Who alone "sold all he had", "sold everything he had"? Jesus. He gave up the full use of His Divine power and rights to live in humble way on the earth. Though He never sinned in thought, word or deed, even His own mother treated Him as a sinner: When Joseph and her lost track of Him, Mary, on finding Him says, "Son, why have You treated us this way? See, your father and I have been anxiously looking for You" (Lk. 2:48). Though Jesus never broke God's laws, the leaders of the OT church not only said He was a Samaritan outside of God's Church but demon-possessed (Jn. 8:48). And the holy Jesus suffered all this but gave up more still. He gave up sleep, blood, sweat, and tears. The perfect Jesus gave up His very life. Remember He said, "No one takes My life from Me, but I lay it down of My own accord" (John 10:18). His perfect works, perfect love, His perfect blood, sweat, tears, suffering and sighing were not enough to buy the world back from Sin, Death, and Devil. It took dying to get that done.

Remember from last week's parable of the Wheat and the Weeds that Jesus said the field is the world. So the treasurer of the kingdom of heaven is hidden in the field of the world, and God the Son buys the whole world to get that treasuer. God the Son is the pearl merchant who while looking for fine pearls finds one among them. And He's the fisherman who lets down the dragnet to catch all kinds of fish. He brings in the whole catch. The call of Jesus to a worry-free life, to an everlasting life, to a kingdom of righteousness and peace in the Holy Spirit goes out to all. The call to get out of the line to pay for your sins, let alone the worlds; the call to get out of line to buy yourself back goes out to one and all. Sure count the cost and see you don't have enough; you can't have enough. No matter how much you make yourself suffer, no matter how hard you try, the cost of sin, the price of salvation is nothing less than the holy precious blood and innocent suffering and death of the Man who is God. God Almighty is the one we sinned against; only God can satisfy the wrath of God, and only a Man could do in place of all men.

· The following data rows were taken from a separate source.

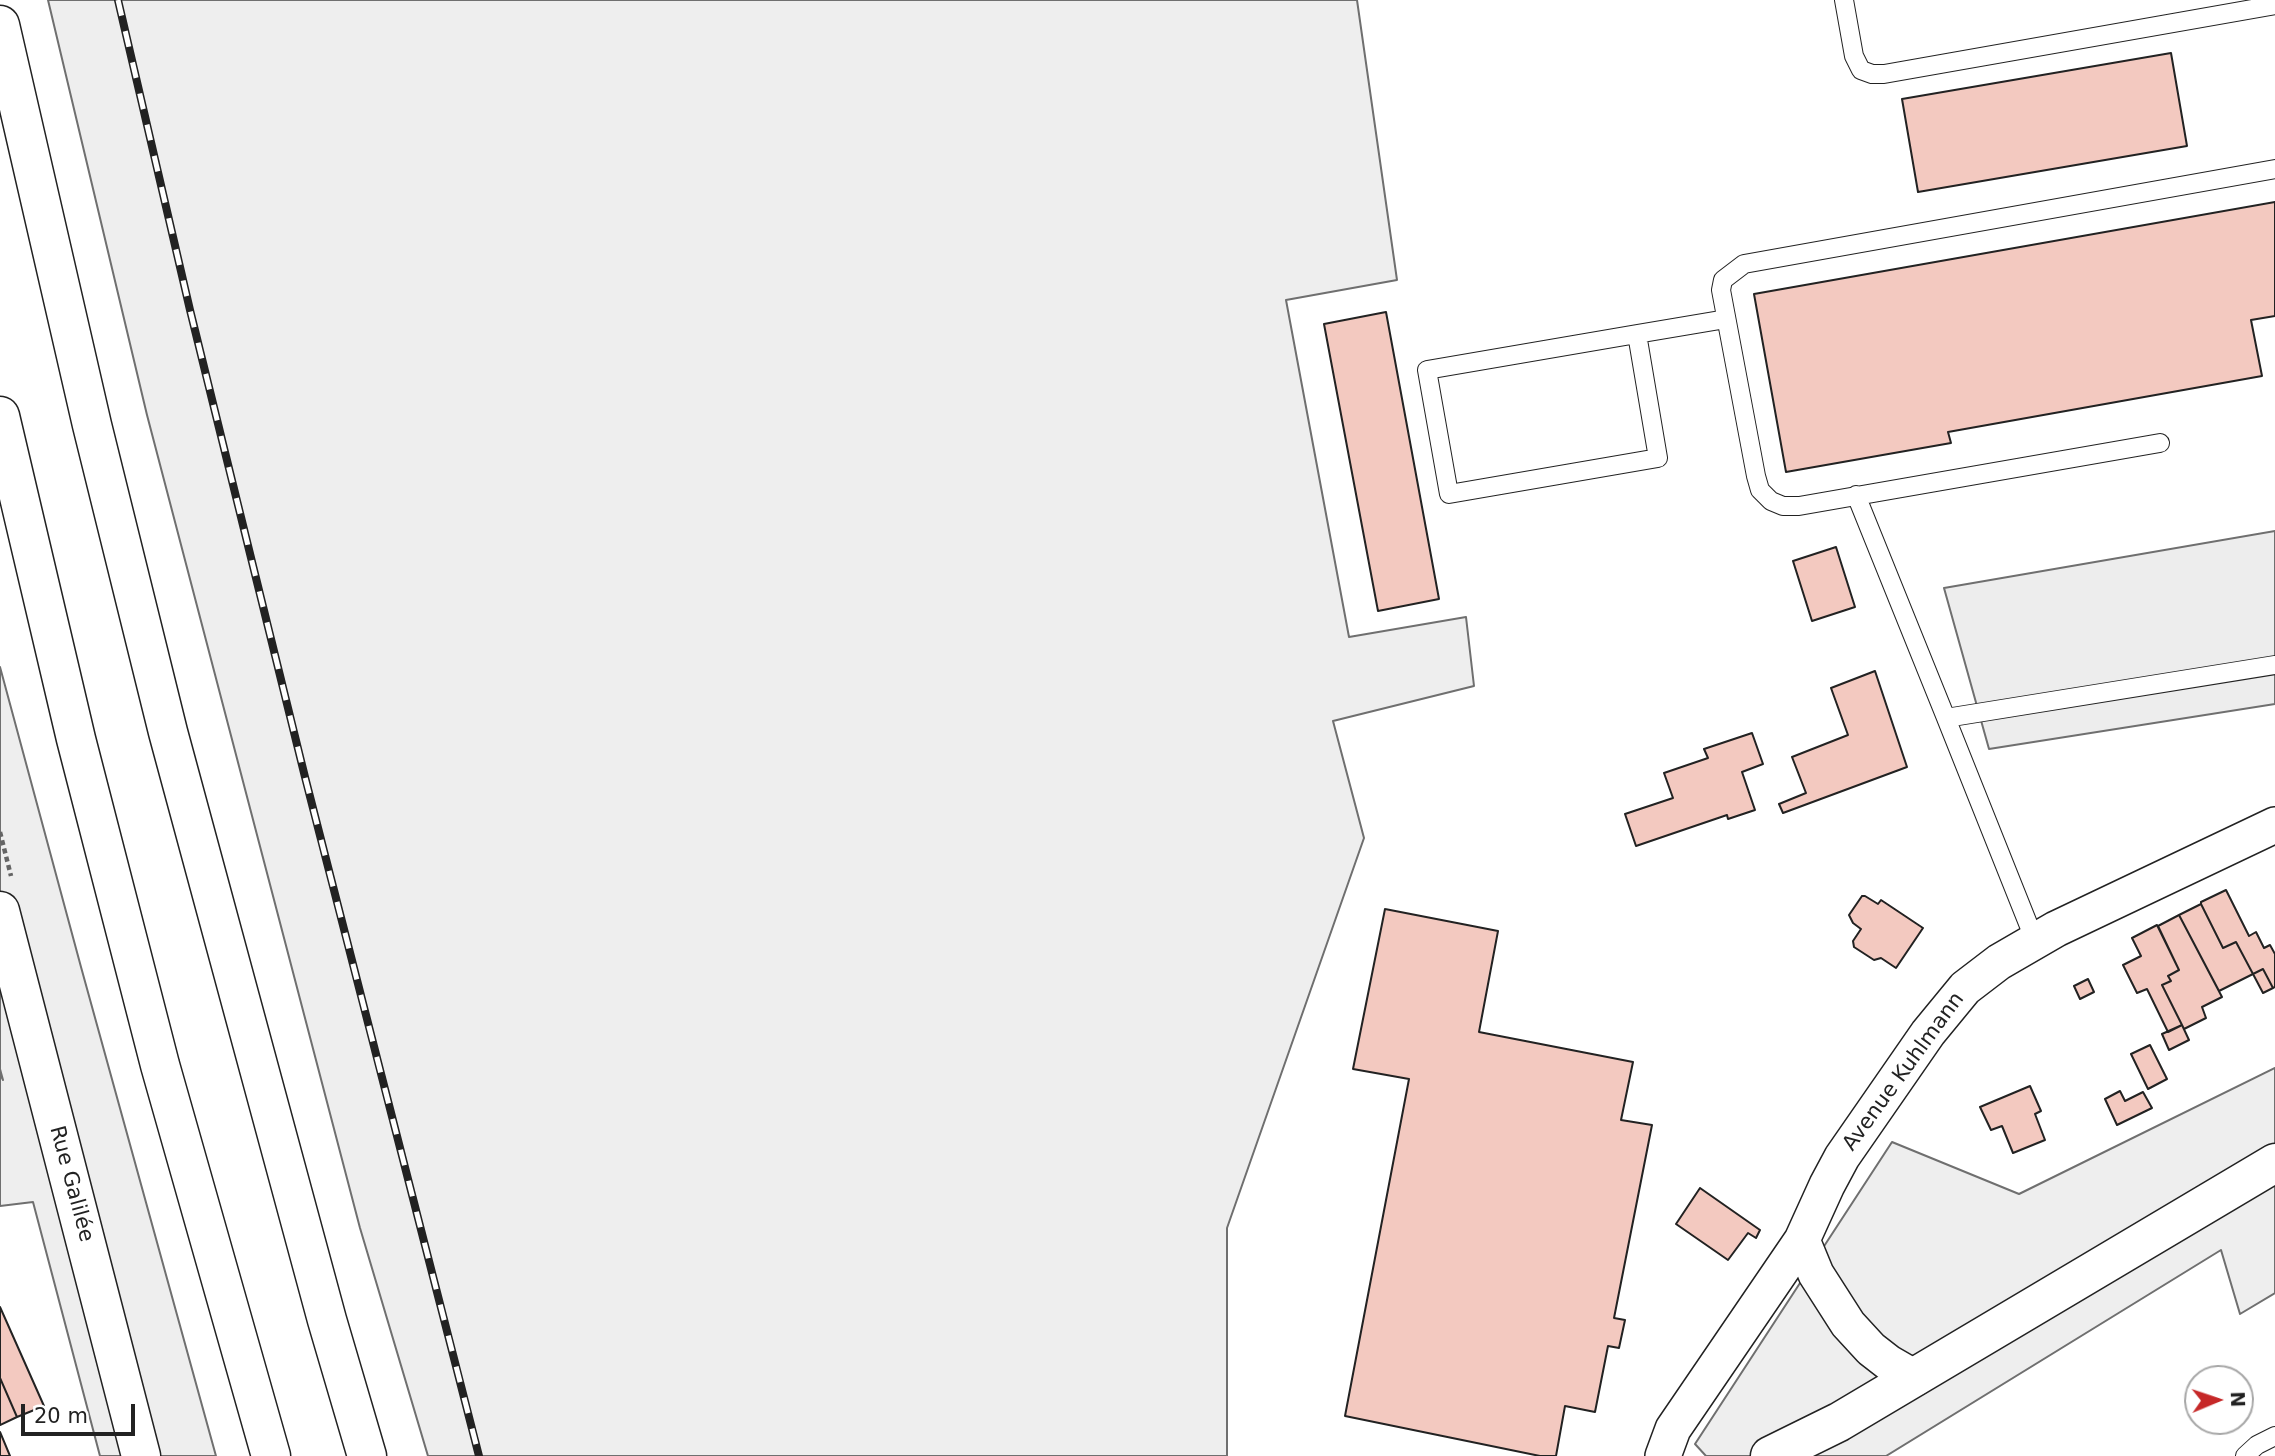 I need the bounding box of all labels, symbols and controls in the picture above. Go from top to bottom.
street label: Avenue Kuhlmann [1838,988,1970,1156]
street label: Rue Galilée [43,1123,99,1245]
north arrow [2184,1365,2254,1435]
scale bar [24,1390,138,1434]
text: N [2227,1391,2249,1408]
text: 20 m [34,1404,88,1428]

But what about that question in the end? As I've told you, punctuation was not in the earliest Greek manuscripts. So, while most translations take Jesus' words, "Have you understood all these things" as a question, not all do. Origen, who died 245 A.D. said that some Christians "took the words to be not a question but an affirmation, to which the disciples added their yes'" (Davies & Allison, II, 444). After just speaking of the angels coming and separating the wicked from the righteous but only speaking of throwing the wicked into hell, I'm hearing Jesus assuring me I do understand these things. Go home and do a word search for "understand" in Matthew 13. I'll give you a head start. Type in Strong's G4920. You'll see that 6 out of the 9 times Matthew uses this Greek word are in this chapter. It's all about understanding the Word, and you do says Jesus.

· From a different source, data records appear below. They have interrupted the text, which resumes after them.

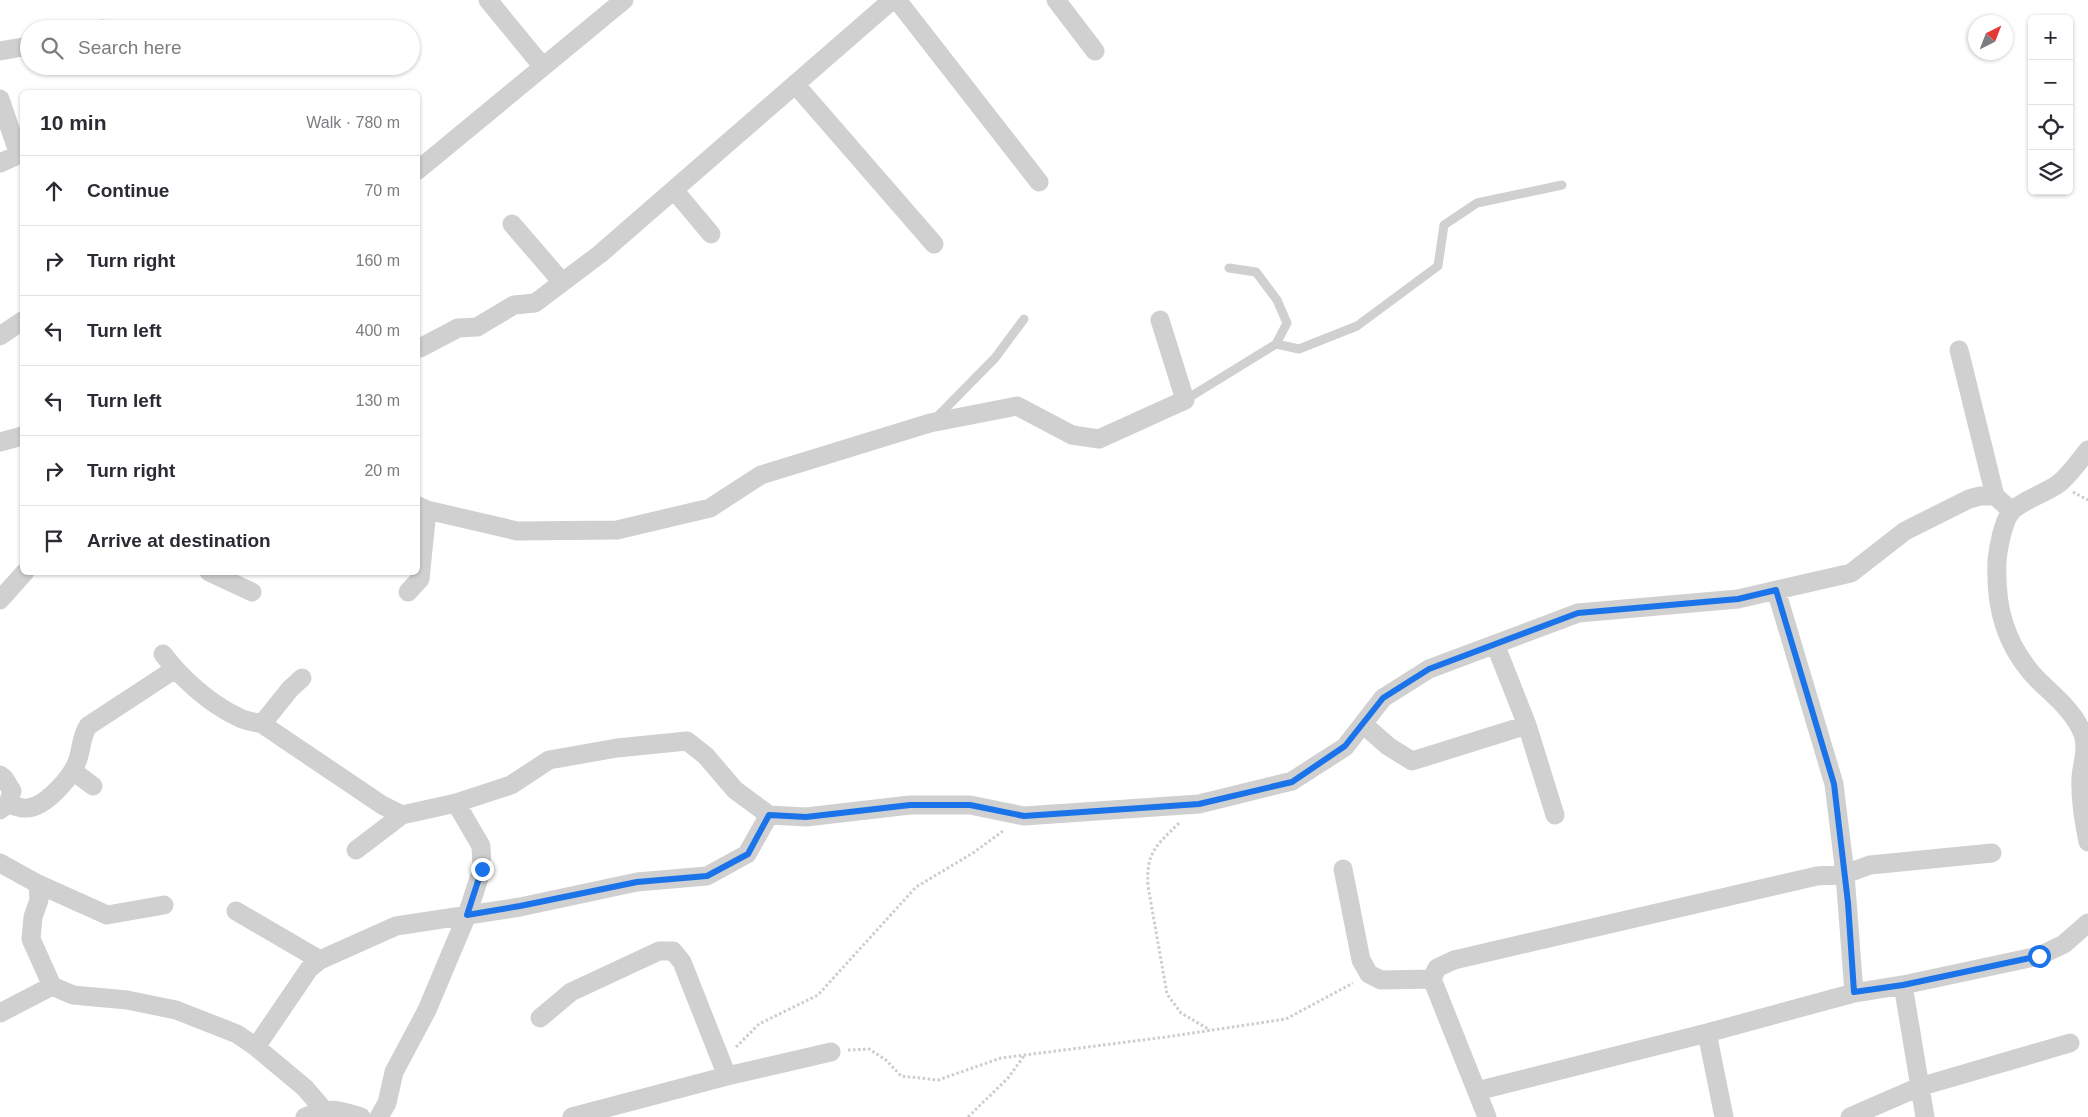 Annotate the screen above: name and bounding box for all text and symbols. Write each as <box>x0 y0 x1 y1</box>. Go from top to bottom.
north arrow <box>1968 15 2013 60</box>
map controls <box>2028 15 2073 195</box>
button: + <box>2028 15 2073 60</box>
search box <box>20 20 420 75</box>
icon: search <box>38 34 66 62</box>
text: Search here <box>78 37 182 58</box>
button: − <box>2028 60 2073 105</box>
button: locate <box>2028 105 2073 150</box>
text: 10 min <box>40 111 107 134</box>
text: Walk · 780 m <box>306 114 400 131</box>
button: layers <box>2028 150 2073 195</box>
icon: ahead <box>40 177 68 205</box>
text: Continue <box>87 180 169 201</box>
text: 70 m <box>364 182 400 199</box>
icon: right <box>40 247 68 275</box>
text: Turn right <box>87 250 175 271</box>
text: 160 m <box>356 252 400 269</box>
icon: left <box>40 317 68 345</box>
text: Turn left <box>87 320 162 341</box>
text: 400 m <box>356 322 400 339</box>
icon: left <box>40 387 68 415</box>
text: Turn left <box>87 390 162 411</box>
text: 130 m <box>356 392 400 409</box>
icon: right <box>40 457 68 485</box>
text: Turn right <box>87 460 175 481</box>
text: 20 m <box>364 462 400 479</box>
icon: arrive <box>40 527 68 555</box>
text: Arrive at destination <box>87 530 271 551</box>
route end <box>471 858 494 881</box>
route start <box>2028 945 2051 968</box>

Therefore you also understand from John 16 that all things that belong to the Father belong to Jesus and Jesus gives them to us. Having been instructed in the kingdom of heaven, you see that in Jesus you own the whole house. So all things in the house, whether the OT promise of Jesus crushing the head of the Devil (Gen. 3:15) or the NT promise that for Jesus' sake God remembers our sins no more (Heb. 8:12), are yours. Go ahead; look around the kingdom like you own the place. You do; Jesus bought it for you to use now and forever. Amen.